I never advocated that classical rhetoric or elocution be taught. I am actually highly critical of classical elocution. I acknowledge considerable merit to linguistics and especially appreciate its contribution to recording and analyzing endangered languages. But it is not a science!

As a field of study linguistics remains in its early stages of evolution and is about as young as Dianetics. Indeed linguistics does exhibit some unfortunate traits of Scientology, sans Tom Cruise and the shiny teeth. It has devised its own special system of interpreting language, it indoctrinates students to their way of thinking and its networks work together in bands, usually anonymously to denigrate and intimidate. This indoctrination is exemplified by Professor Nordlinger:

“Linguistics teaches that there is no poor speech in the first place. Instead, each speech variety provides another interesting exemplar of what human beings are linguistically and cognitively capable of, and how they conceptualise and talk about the world around them.”

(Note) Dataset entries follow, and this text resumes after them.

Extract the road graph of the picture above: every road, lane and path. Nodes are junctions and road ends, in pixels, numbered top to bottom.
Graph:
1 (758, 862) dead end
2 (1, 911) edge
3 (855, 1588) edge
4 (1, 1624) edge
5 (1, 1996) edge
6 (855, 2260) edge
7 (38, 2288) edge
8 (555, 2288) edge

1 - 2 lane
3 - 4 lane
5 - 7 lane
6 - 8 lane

What inter-planetary nonsense. If the same approach was applied to driving there would be road carnage. This bizarre approach undervalues our oldest communication skill and pays little heed to the many skills of speech and its evolutionary processes. How do they justify assessment and analysis of writing with one set of values but suspend those values to speech? True to form linguists have created their own sub-language and a special nasty word to throw at people who disagree, “prescriptivists”.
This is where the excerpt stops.